Sam Lipsyte’s new book The Ask
is a riotous, devilish look at a middle-aged slacker trying to pull his life back together. Clearly, we loved it, and while interviewing him, sheepishly (and nerdily) quoted Lolita to describe his prose style: we told him it’s like reading a “lavish epileptic fit.” How else can you describe language that manages to be nasty, hilarious, and tender all at once — and often in exuberant bursts? That’s what we thought.
The novel also transmits a very strong sense of place, so this past weekend, Sam agreed to take us on a walking tour of his old neighborhood in Astoria (he now teaches at Columbia and lives on the Upper West Side), which functions as the setting for much of the book, and the place in which Milo (the aforementioned slacker) lives. Discussed on the way: Hitler-loving Czechs, Mary Karr, awkward sex, Barry Hannah, the hostile takeover of land by the “me’s,” Ben Marcus, epic beer gardens, unironic hipsters, Padgett Powell, ways to make money in the park, Keith Gessen, pickup football, George Saunders, the boring shit, and Deb Olin Unferth, among other things. Hit the pavement after the jump.
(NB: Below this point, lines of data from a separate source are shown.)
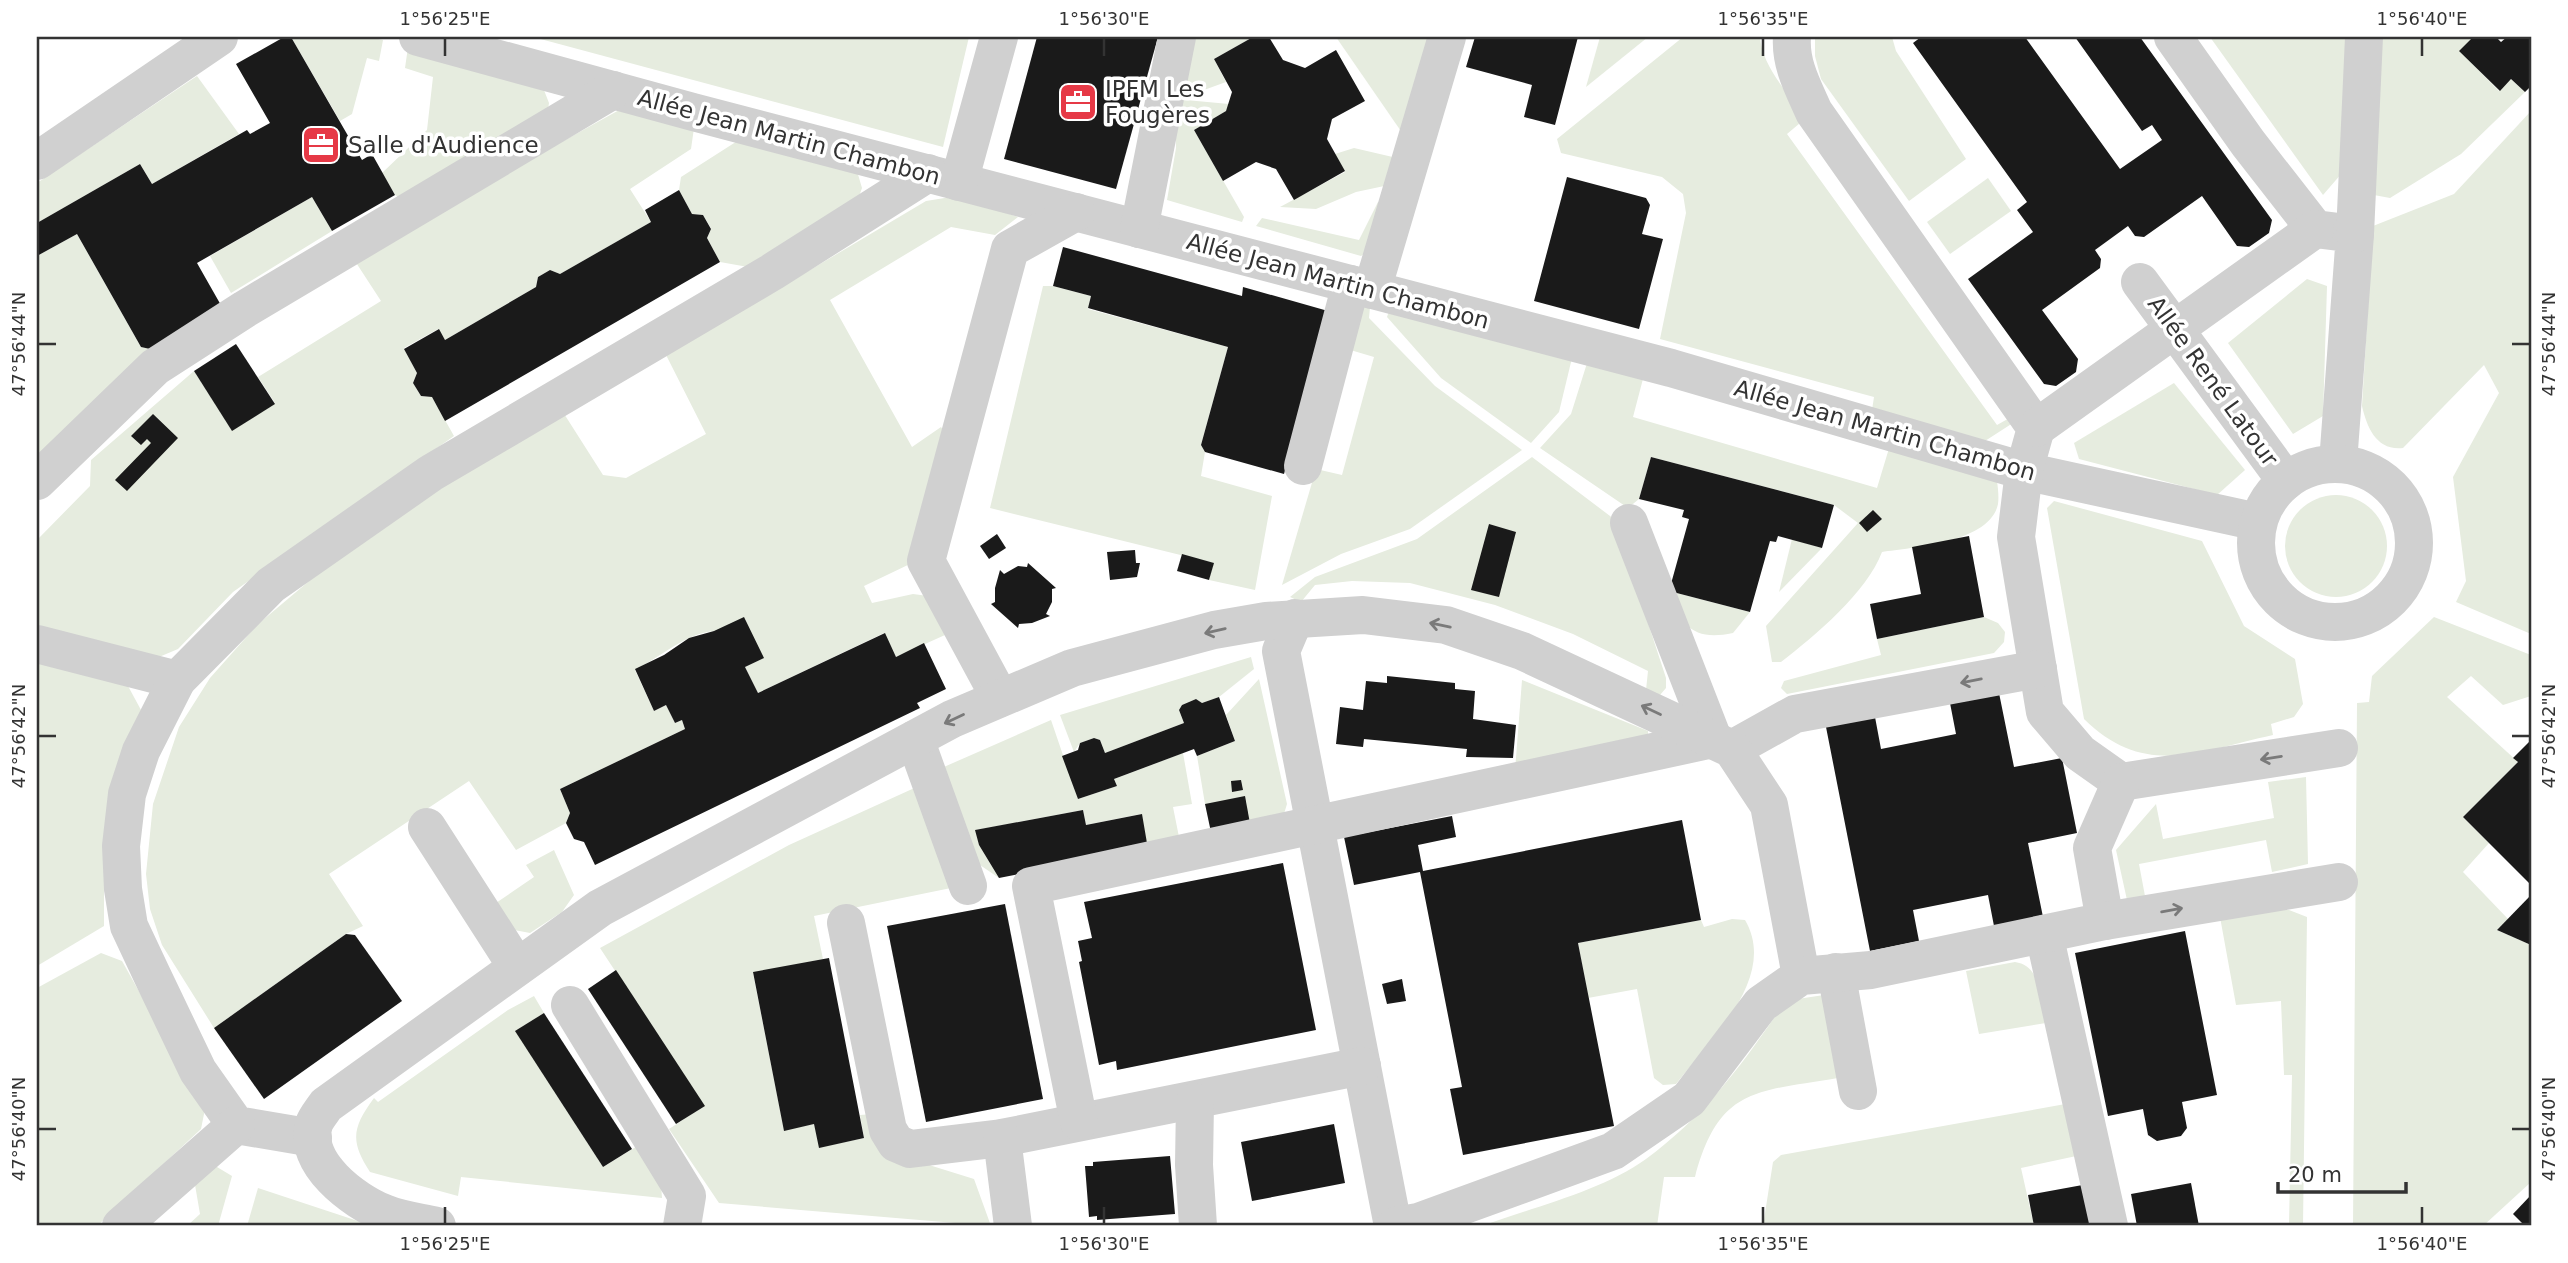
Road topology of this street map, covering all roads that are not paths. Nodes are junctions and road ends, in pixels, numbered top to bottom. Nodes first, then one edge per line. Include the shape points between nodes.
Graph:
1 (219, 37) edge
2 (418, 37) edge
3 (999, 37) edge
4 (1177, 37) edge
5 (1447, 37) edge
6 (1792, 37) edge
7 (2172, 37) edge
8 (2364, 37) edge
9 (613, 90) junction
10 (37, 161) edge
11 (944, 178) junction
12 (1076, 212) junction
13 (1139, 229) junction
14 (2315, 229) junction
15 (2355, 233) junction
16 (2140, 282) dead end
17 (1362, 287) junction
18 (2174, 328) junction
19 (2036, 428) junction
20 (2338, 463) junction
21 (1303, 466) dead end
22 (2024, 471) junction
23 (37, 481) edge
24 (2286, 481) junction
25 (2258, 522) junction
26 (1629, 523) dead end
27 (1295, 618) junction
28 (37, 643) edge
29 (2038, 669) junction
30 (177, 680) junction
31 (1000, 698) junction
32 (915, 738) junction
33 (1722, 744) junction
34 (2339, 748) dead end
35 (2121, 782) junction
36 (1315, 824) junction
37 (427, 827) dead end
38 (2339, 882) dead end
39 (968, 886) dead end
40 (2105, 922) junction
41 (846, 923) dead end
42 (2044, 934) junction
43 (517, 967) junction
44 (1818, 974) junction
45 (570, 1005) dead end
46 (1362, 1066) junction
47 (1858, 1091) dead end
48 (1195, 1102) junction
49 (1079, 1122) junction
50 (236, 1125) junction
51 (313, 1138) junction
52 (1002, 1138) junction
53 (121, 1226) edge
54 (437, 1226) edge
55 (682, 1226) edge
56 (1013, 1226) edge
57 (1198, 1226) edge
58 (1394, 1226) edge
59 (2109, 1226) edge

1 - 10 street
2 - 9 street, Allée Jean Martin Chambon
3 - 11 street
4 - 13 street
5 - 17 street
6 - 19 street via 1797,74 1814,112
7 - 14 street
8 - 15 street
9 - 11 street, Allée Jean Martin Chambon
9 - 23 street via 155,367
11 - 12 street, Allée Jean Martin Chambon
11 - 30 street via 772,272 431,473 271,584
12 - 13 street, Allée Jean Martin Chambon
12 - 31 street via 1010,249 926,561
13 - 17 street, Allée Jean Martin Chambon
14 - 15 street
14 - 18 street
15 - 20 street
16 - 18 street, Allée René Latour
17 - 21 street
17 - 22 street, Allée Jean Martin Chambon via 1671,368
18 - 19 street
18 - 24 street, Allée René Latour
19 - 22 street
20 - 24 street via 2312,467
20 - 25 street via 2377,475 2392,488 2406,506 2413,528 2408,574 2396,594 2378,609 2357,619 2333,622 2288,607 2271,590 2260,569 2255,546
22 - 25 street, Allée Jean Martin Chambon
22 - 29 street via 2016,537
24 - 25 street via 2269,498
26 - 33 street
27 -> 31 street via 1214,631 1072,668
33 -> 27 street via 1522,651 1446,625 1363,615
27 - 36 street via 1281,651
28 - 30 street
29 -> 33 street via 1795,714
29 - 35 street via 2045,712 2080,753
30 - 50 street via 141,751 127,794 121,846 123,889 129,926 198,1070
31 -> 32 street
32 - 39 street
32 - 43 street via 600,908
33 - 36 street
33 - 44 street via 1769,805
34 -> 35 street
35 - 40 street via 2092,848
36 - 46 street
36 - 49 street via 1031,886
37 - 43 street
40 -> 38 street
40 - 42 street
41 - 52 street via 888,1130 896,1143 910,1149
42 - 44 street via 1871,970
42 - 59 street
43 - 51 street via 326,1105 314,1124
44 - 47 street
44 - 58 street via 1761,1004 1689,1100 1613,1151 1418,1222
45 - 55 street via 687,1196
46 - 48 street
46 - 58 street
48 - 49 street
48 - 57 street
49 - 52 street
50 - 51 street
50 - 53 street
51 - 54 street via 322,1164 355,1199 385,1214
52 - 56 street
“Home beckoned, but so did a coconut flake.”
We met Sam at Tastee Corner — just off the N train at 30th Avenue — half expecting the novel’s “kiddie-diddler” to be lurking in a corner, picking the scabs off his head and scribbling in a notebook. But it turned out to be a pretty nice place, with shiny countertops and everything. “The evil,” Sam said, “is trapped under the lacquer.” It turns out that the doughnut shop in the book, Milo’s sugary haunt, is a combination of this place and a run-down Dunkin’ Donuts next to the roaring highway. A good thing too — we wanted to hold onto our image of the dirty doughnut dive, complete with pimply teenagers and a view of mud-splattered traffic.
“I’d cure my solipsistic hysteria with a noonday jaunt. Sights and smells. Schoolkids in parochial plaids. Grizzled men grilling meat. The deaf woman handing out flyers for the nail salon, or the other deaf woman with swollen hands and a headscarf who hawked medical thrillers in front of the drugstore.
This was a kind and bountiful neighborhood: the Korean grocery, the Mexican taqueria, the Italian butcher shop, the Albanian café, the Arab newsstand, the Czech beer garden, everybody living in provisional harmony, keeping their hateful thoughts to themselves, except maybe a few of the Czechs.”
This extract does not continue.